START Data to use

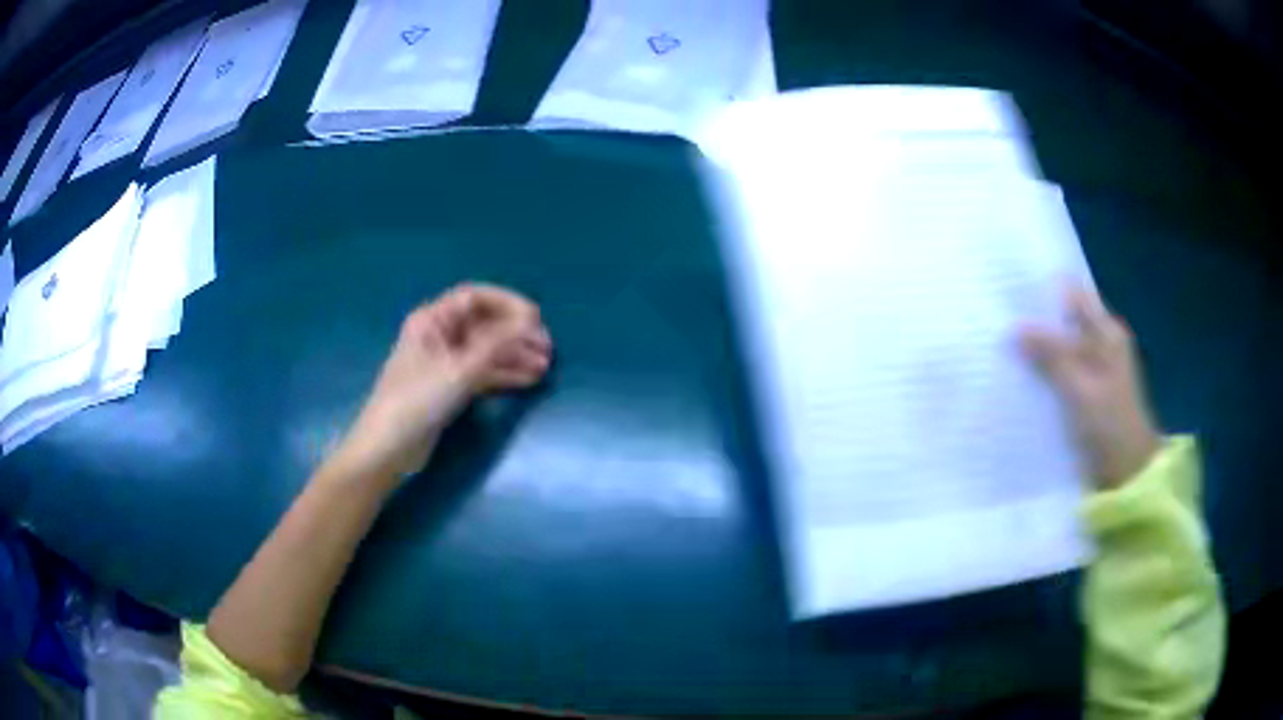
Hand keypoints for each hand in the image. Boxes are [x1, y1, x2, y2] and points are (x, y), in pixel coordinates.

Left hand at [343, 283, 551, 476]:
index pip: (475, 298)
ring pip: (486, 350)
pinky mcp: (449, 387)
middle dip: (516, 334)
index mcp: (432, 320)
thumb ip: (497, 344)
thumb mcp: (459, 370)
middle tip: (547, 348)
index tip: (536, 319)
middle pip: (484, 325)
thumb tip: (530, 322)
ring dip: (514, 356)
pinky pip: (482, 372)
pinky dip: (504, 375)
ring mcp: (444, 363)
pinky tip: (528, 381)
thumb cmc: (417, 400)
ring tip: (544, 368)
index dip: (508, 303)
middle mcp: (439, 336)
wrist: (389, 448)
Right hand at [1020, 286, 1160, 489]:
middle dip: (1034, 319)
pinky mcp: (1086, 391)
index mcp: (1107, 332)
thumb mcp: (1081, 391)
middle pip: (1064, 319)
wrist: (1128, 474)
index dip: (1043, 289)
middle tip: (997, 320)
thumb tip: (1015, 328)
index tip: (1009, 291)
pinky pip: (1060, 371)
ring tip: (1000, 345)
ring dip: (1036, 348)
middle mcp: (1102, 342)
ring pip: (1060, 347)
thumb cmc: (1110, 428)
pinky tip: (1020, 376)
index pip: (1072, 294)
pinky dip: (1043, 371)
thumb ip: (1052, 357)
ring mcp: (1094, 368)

END Data to use
START Data to use

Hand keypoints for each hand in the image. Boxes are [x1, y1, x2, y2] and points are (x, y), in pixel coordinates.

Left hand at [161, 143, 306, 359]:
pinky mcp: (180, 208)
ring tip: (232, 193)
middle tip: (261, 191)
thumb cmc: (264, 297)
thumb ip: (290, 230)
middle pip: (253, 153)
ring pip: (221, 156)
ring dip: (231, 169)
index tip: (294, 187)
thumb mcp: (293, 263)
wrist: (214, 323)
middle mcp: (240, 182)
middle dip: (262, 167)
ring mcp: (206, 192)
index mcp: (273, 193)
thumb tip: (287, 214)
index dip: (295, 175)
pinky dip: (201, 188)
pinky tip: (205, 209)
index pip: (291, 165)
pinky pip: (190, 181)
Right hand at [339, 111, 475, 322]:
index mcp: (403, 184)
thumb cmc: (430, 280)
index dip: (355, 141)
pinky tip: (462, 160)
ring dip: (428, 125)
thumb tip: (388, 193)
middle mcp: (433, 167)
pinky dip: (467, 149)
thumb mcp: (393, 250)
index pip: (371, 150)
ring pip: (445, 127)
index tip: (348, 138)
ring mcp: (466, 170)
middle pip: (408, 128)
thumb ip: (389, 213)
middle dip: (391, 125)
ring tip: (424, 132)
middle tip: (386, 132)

END Data to use

**Instructions for the task:**
The exact lines of the material above starting at the one that contains "index pip: (291, 165)" and ending at the one that contains "middle tip: (386, 132)" are what to retype; leave out everything else.

**Written reply:**
index pip: (291, 165)
pinky pip: (190, 181)
Right hand at [339, 111, 475, 322]:
index mcp: (403, 184)
thumb cmc: (430, 280)
index dip: (355, 141)
pinky tip: (462, 160)
ring dip: (428, 125)
thumb tip: (388, 193)
middle mcp: (433, 167)
pinky dip: (467, 149)
thumb mcp: (393, 250)
index pip: (371, 150)
ring pip: (445, 127)
index tip: (348, 138)
ring mcp: (466, 170)
middle pip: (408, 128)
thumb ip: (389, 213)
middle dip: (391, 125)
ring tip: (424, 132)
middle tip: (386, 132)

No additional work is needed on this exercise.